Argentine democracy is full of small and big parliamentary battles. It’s been a fact of life since 1983 and it’s no different now. The latest showdown came this week in Buenos Aires Province, where Governor Axel Kicillof, the Kirchnerite economist who took office last month, tabled a sweeping tax bill for approval. The governor’s Peronist front controls the provincial Lower House, but it does not control the Senate, where it is at the mercy of the centre-right coalition headed by former president Mauricio Macri.
The tax bill unleashed an argument and it effectively turned into the first real test for Kicillof, a former economy minister with sharp political reflexes, who is more used to crunching numbers in the Executive branches of power. His bill was designed to update provincial property taxes and the likes to keep up with inflation, which is galloping along at an annual rate of around 55 percent.

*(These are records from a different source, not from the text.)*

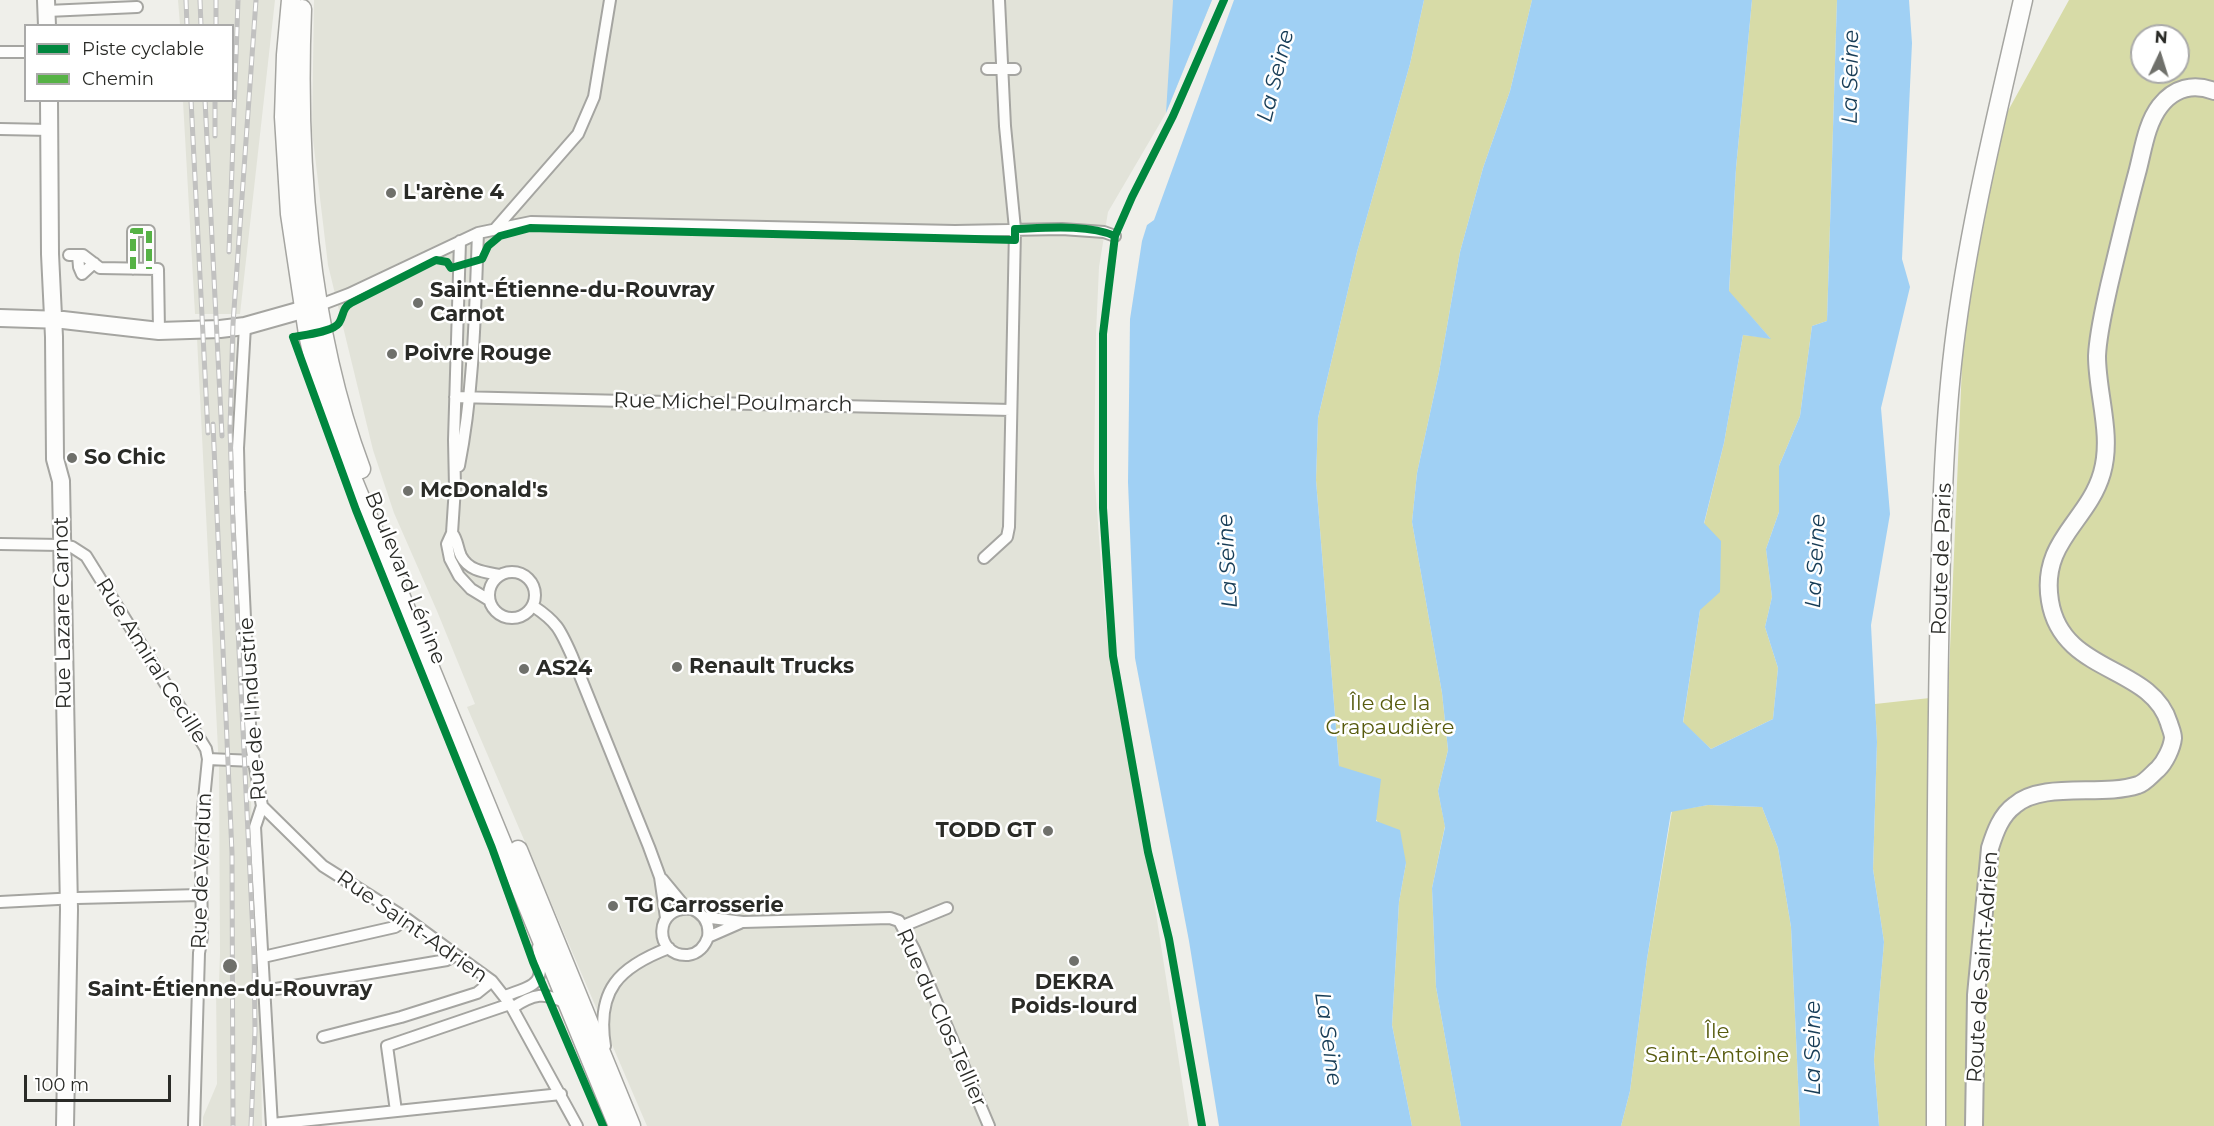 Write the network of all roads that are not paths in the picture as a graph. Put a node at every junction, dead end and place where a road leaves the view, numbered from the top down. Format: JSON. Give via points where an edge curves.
{"nodes":[{"id":1,"x":291,"y":0,"type":"edge"},
{"id":2,"x":302,"y":0,"type":"edge"},
{"id":3,"x":610,"y":0,"type":"edge"},
{"id":4,"x":999,"y":0,"type":"edge"},
{"id":5,"x":2023,"y":0,"type":"edge"},
{"id":6,"x":136,"y":7,"type":"dead end"},
{"id":7,"x":47,"y":12,"type":"edge"},
{"id":8,"x":0,"y":52,"type":"edge"},
{"id":9,"x":24,"y":52,"type":"edge"},
{"id":10,"x":987,"y":69,"type":"dead end"},
{"id":11,"x":1001,"y":69,"type":"junction"},
{"id":12,"x":1015,"y":69,"type":"dead end"},
{"id":13,"x":2214,"y":91,"type":"edge"},
{"id":14,"x":49,"y":102,"type":"edge"},
{"id":15,"x":0,"y":129,"type":"edge"},
{"id":16,"x":50,"y":130,"type":"junction"},
{"id":17,"x":495,"y":229,"type":"junction"},
{"id":18,"x":1015,"y":229,"type":"junction"},
{"id":19,"x":478,"y":233,"type":"junction"},
{"id":20,"x":1115,"y":236,"type":"dead end"},
{"id":21,"x":460,"y":241,"type":"junction"},
{"id":22,"x":94,"y":263,"type":"junction"},
{"id":23,"x":133,"y":269,"type":"junction"},
{"id":24,"x":149,"y":269,"type":"junction"},
{"id":25,"x":312,"y":307,"type":"junction"},
{"id":26,"x":0,"y":318,"type":"edge"},
{"id":27,"x":53,"y":320,"type":"junction"},
{"id":28,"x":245,"y":326,"type":"junction"},
{"id":29,"x":159,"y":331,"type":"junction"},
{"id":30,"x":455,"y":397,"type":"junction"},
{"id":31,"x":468,"y":398,"type":"junction"},
{"id":32,"x":1011,"y":410,"type":"junction"},
{"id":33,"x":456,"y":487,"type":"junction"},
{"id":34,"x":452,"y":532,"type":"junction"},
{"id":35,"x":0,"y":544,"type":"edge"},
{"id":36,"x":61,"y":545,"type":"junction"},
{"id":37,"x":984,"y":558,"type":"dead end"},
{"id":38,"x":500,"y":575,"type":"junction"},
{"id":39,"x":489,"y":600,"type":"junction"},
{"id":40,"x":533,"y":606,"type":"junction"},
{"id":41,"x":208,"y":759,"type":"junction"},
{"id":42,"x":254,"y":761,"type":"junction"},
{"id":43,"x":262,"y":806,"type":"junction"},
{"id":44,"x":660,"y":877,"type":"junction"},
{"id":45,"x":201,"y":895,"type":"junction"},
{"id":46,"x":69,"y":898,"type":"junction"},
{"id":47,"x":0,"y":902,"type":"edge"},
{"id":48,"x":686,"y":908,"type":"junction"},
{"id":49,"x":947,"y":908,"type":"dead end"},
{"id":50,"x":704,"y":917,"type":"junction"},
{"id":51,"x":666,"y":918,"type":"junction"},
{"id":52,"x":407,"y":919,"type":"junction"},
{"id":53,"x":742,"y":922,"type":"junction"},
{"id":54,"x":903,"y":926,"type":"junction"},
{"id":55,"x":536,"y":928,"type":"junction"},
{"id":56,"x":708,"y":937,"type":"junction"},
{"id":57,"x":669,"y":948,"type":"junction"},
{"id":58,"x":456,"y":955,"type":"junction"},
{"id":59,"x":262,"y":957,"type":"junction"},
{"id":60,"x":492,"y":981,"type":"junction"},
{"id":61,"x":264,"y":991,"type":"junction"},
{"id":62,"x":509,"y":1003,"type":"junction"},
{"id":63,"x":568,"y":1005,"type":"junction"},
{"id":64,"x":323,"y":1036,"type":"dead end"},
{"id":65,"x":608,"y":1070,"type":"junction"},
{"id":66,"x":561,"y":1094,"type":"junction"},
{"id":67,"x":396,"y":1111,"type":"junction"},
{"id":68,"x":272,"y":1125,"type":"edge"},
{"id":69,"x":65,"y":1126,"type":"edge"},
{"id":70,"x":194,"y":1126,"type":"edge"},
{"id":71,"x":577,"y":1126,"type":"edge"},
{"id":72,"x":618,"y":1126,"type":"edge"},
{"id":73,"x":631,"y":1126,"type":"edge"},
{"id":74,"x":988,"y":1126,"type":"edge"},
{"id":75,"x":1936,"y":1126,"type":"edge"},
{"id":76,"x":1974,"y":1126,"type":"edge"}],
"edges":[{"from":1,"to":25,"type":"main road","via":[[284,117],[290,214]]},
{"from":2,"to":25,"type":"main road","name":"Boulevard Lénine","via":[[300,110]]},
{"from":3,"to":17,"type":"street","via":[[594,97],[578,134]]},
{"from":4,"to":11,"type":"street"},
{"from":5,"to":75,"type":"main road","name":"Route de Paris","via":[[1963,285],[1947,422],[1938,719]]},
{"from":6,"to":7,"type":"street"},
{"from":8,"to":9,"type":"street"},
{"from":10,"to":11,"type":"street"},
{"from":11,"to":12,"type":"street"},
{"from":11,"to":18,"type":"street"},
{"from":13,"to":76,"type":"street","name":"Route de Saint-Adrien","via":[[2197,86],[2173,93],[2159,107],[2149,129],[2100,328],[2098,378],[2106,449],[2102,472],[2094,494],[2058,546],[2049,584],[2050,602],[2061,633],[2083,654],[2156,699],[2166,712],[2173,737],[2164,762],[2141,784],[2103,791],[2037,793],[2014,805],[1996,831],[1990,848],[1976,995]]},
{"from":14,"to":16,"type":"street","name":"Rue Lazare Carnot"},
{"from":15,"to":16,"type":"street"},
{"from":16,"to":27,"type":"street","name":"Rue Lazare Carnot"},
{"from":17,"to":18,"type":"street","via":[[544,221]]},
{"from":17,"to":19,"type":"street"},
{"from":18,"to":20,"type":"street","via":[[1091,230]]},
{"from":18,"to":32,"type":"street"},
{"from":19,"to":21,"type":"street"},
{"from":19,"to":31,"type":"street"},
{"from":21,"to":25,"type":"street","via":[[349,294]]},
{"from":21,"to":30,"type":"street"},
{"from":22,"to":22,"type":"street","via":[[83,255],[74,255],[82,274]]},
{"from":22,"to":23,"type":"street","via":[[100,268]]},
{"from":23,"to":24,"type":"street"},
{"from":23,"to":24,"type":"street","via":[[134,231],[149,231]]},
{"from":24,"to":29,"type":"street","via":[[158,269]]},
{"from":25,"to":28,"type":"street"},
{"from":25,"to":55,"type":"main road","name":"Boulevard Lénine","via":[[317,374],[348,468]]},
{"from":25,"to":65,"type":"main road","name":"Boulevard Lénine","via":[[323,330],[361,468]]},
{"from":26,"to":27,"type":"street"},
{"from":27,"to":29,"type":"street"},
{"from":27,"to":36,"type":"street","name":"Rue Lazare Carnot"},
{"from":28,"to":29,"type":"street"},
{"from":28,"to":42,"type":"street","name":"Rue de l'Industrie","via":[[239,469]]},
{"from":30,"to":31,"type":"street","name":"Rue Michel Poulmarch"},
{"from":30,"to":33,"type":"street"},
{"from":31,"to":32,"type":"street","name":"Rue Michel Poulmarch"},
{"from":31,"to":33,"type":"street"},
{"from":32,"to":37,"type":"street","via":[[1008,534]]},
{"from":33,"to":34,"type":"street"},
{"from":34,"to":38,"type":"street","via":[[470,567]]},
{"from":34,"to":39,"type":"street","via":[[447,544],[459,576]]},
{"from":35,"to":36,"type":"street"},
{"from":36,"to":41,"type":"street","name":"Rue Amiral Cecille","via":[[86,556],[206,749]]},
{"from":36,"to":46,"type":"street","name":"Rue Lazare Carnot"},
{"from":38,"to":39,"type":"street","via":[[490,587]]},
{"from":38,"to":40,"type":"street","via":[[514,572],[528,578],[535,591]]},
{"from":39,"to":40,"type":"street","via":[[496,612],[510,618],[524,615]]},
{"from":40,"to":44,"type":"street","name":"Rue du Clos Tellier","via":[[560,628]]},
{"from":41,"to":42,"type":"street"},
{"from":41,"to":45,"type":"street","name":"Rue de Verdun"},
{"from":42,"to":43,"type":"street","name":"Rue de l'Industrie"},
{"from":43,"to":52,"type":"street","name":"Rue Saint-Adrien","via":[[323,866]]},
{"from":43,"to":59,"type":"street","name":"Rue de l'Industrie","via":[[255,827]]},
{"from":44,"to":48,"type":"street","name":"Rue du Clos Tellier"},
{"from":44,"to":51,"type":"street","name":"Rue du Clos Tellier"},
{"from":45,"to":46,"type":"street"},
{"from":45,"to":70,"type":"street","name":"Rue de Verdun"},
{"from":46,"to":47,"type":"street"},
{"from":46,"to":69,"type":"street","name":"Rue Lazare Carnot"},
{"from":48,"to":50,"type":"street","name":"Rue du Clos Tellier"},
{"from":48,"to":51,"type":"street","via":[[674,910]]},
{"from":49,"to":54,"type":"street"},
{"from":50,"to":53,"type":"street","name":"Rue du Clos Tellier"},
{"from":50,"to":56,"type":"street"},
{"from":51,"to":57,"type":"street","name":"Rue du Clos Tellier","via":[[662,937]]},
{"from":52,"to":58,"type":"street","name":"Rue Saint-Adrien"},
{"from":52,"to":59,"type":"street","via":[[395,927]]},
{"from":53,"to":54,"type":"street","name":"Rue du Clos Tellier","via":[[890,918]]},
{"from":53,"to":56,"type":"street","name":"Rue du Clos Tellier"},
{"from":54,"to":74,"type":"street","name":"Rue du Clos Tellier"},
{"from":55,"to":62,"type":"street","via":[[540,978]]},
{"from":55,"to":63,"type":"main road","name":"Boulevard Lénine"},
{"from":56,"to":57,"type":"street","name":"Rue du Clos Tellier","via":[[702,948],[692,954],[680,954]]},
{"from":57,"to":65,"type":"street","via":[[628,970],[610,990],[603,1023]]},
{"from":58,"to":60,"type":"street","name":"Rue Saint-Adrien"},
{"from":58,"to":61,"type":"street","via":[[447,960]]},
{"from":59,"to":61,"type":"street","name":"Rue de l'Industrie"},
{"from":60,"to":62,"type":"street","name":"Rue Saint-Adrien"},
{"from":60,"to":64,"type":"street","via":[[477,993]]},
{"from":61,"to":68,"type":"street","name":"Rue de l'Industrie"},
{"from":62,"to":63,"type":"street","via":[[546,995]]},
{"from":62,"to":66,"type":"street","name":"Rue Saint-Adrien"},
{"from":62,"to":67,"type":"street","via":[[387,1046]]},
{"from":63,"to":72,"type":"main road","name":"Boulevard Lénine"},
{"from":65,"to":73,"type":"main road","name":"Boulevard Lénine"},
{"from":66,"to":67,"type":"street"},
{"from":66,"to":71,"type":"street","name":"Rue Saint-Adrien"},
{"from":67,"to":68,"type":"street"}]}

However, a more affluent swathe of the population, including about 200 big ranchers, were set to be hit by a hike of 75 percent. The argument snarled the debate and the tax bill was approved only on Wednesday when it was tabled in the Lower House and then swiftly moved to the Senate, where the centre-right majority subsequently tweaked it. It was then sent back to the provincial Lower House where it was finally approved with the changes.
Kicillof, after the approval, accused the opposition of standing up for the vested interests of the rich and powerful (amid accusations of exemptions for the big cable television companies and the farm sector grain corporations). The governor was deliberately making a point of complaining about the amendments sponsored by the centre-right opposition in the Senate, in an effort to show that they have sided with a handful of big landowners and moguls.
The opposition, meanwhile, counters that Kicillof went too far with the tax increases and says that they were especially punishing for the farmers. In the end, the tax bill approved is the product of a political agreement which included the governor meeting with centre-right opposition mayors who rule over many provincial towns.
The verbal fireworks sparked by the tax bill arguments are momentarily over. The farmers had started the engines of their tractors to protest, but it is a done deal.
Time tells many things. Time will tell who won the tax-increase argument in Buenos Aires Province, the nation’s biggest voting district where President Alberto Fernández thrashed Macri last year. Taxes are never popular and the governor will have a hard time if the economy does not pick up and he fails to deliver for his electoral base. The press is watching Kicillof closely because he is a key ally of VicePresident Cristina Fernández de Kirchner. Already there is speculation about internal arguments the governor has had with the president and the Peronist mayors.
But is this overkill? Kicillof, practically out of nowhere, defeated the incumbent pro-Macri governor, María Eugenia Vidal, with over 50 percent of the vote last October. The new opposition is trying to pick an argument in the press, but it’s an argument that appears to have been settled by the upset election result. The centre-right mayors involved seem to be well aware of this, because some of them called for the approval of Kicillof’s tax bill.
Effectively the opposition, and everybody else for that matter, must wait 180 days to see if President Fernández’s plan is working. The new head of state has frozen utility and transport fares and has put collective bargaining on hold by ordering wage increases by decree, after the national Congress recently granted him special powers by declaring an economic emergency. Pension increases have also been decreed while Congress gears to debate a reform of the system. A new debit card for food purchases will also be handed out to poor families. The plan also includes strict currency exchange controls, introduced by Macri, which have now been enhanced with a 30-percent surcharge on greenback purchases (limited to US$200 a month).
The latest announcement is a price-watch plan (hello again Precios Cuidados) which fixes the price for about 300 products. Officials said the idea is to set reference prices that will serve to keep in check the price of other products.
The next 180 days will not be a honeymoon. But they will not be the instant marital hell for the new government that the opposition is imagining either. Some opposition leaders seem to forget that patience is a virtue – six months from now public opinion might start listening to the opposition’s case if there’s no clear evidence, say, that inflation is slowing down. The centre-right was initially fiercely critical of the tax increases championed by Kicillof, but progressive tax hikes to make ends meet will not be necessarily frowned upon by the International Monetary Fund (IMF) when the time comes to renegotiate the Republic’s huge debt burden.
The ultimate challenge for the Peronist administration is to deliver for its electoral base in Greater Buenos Aires – and to appease the creditors abroad.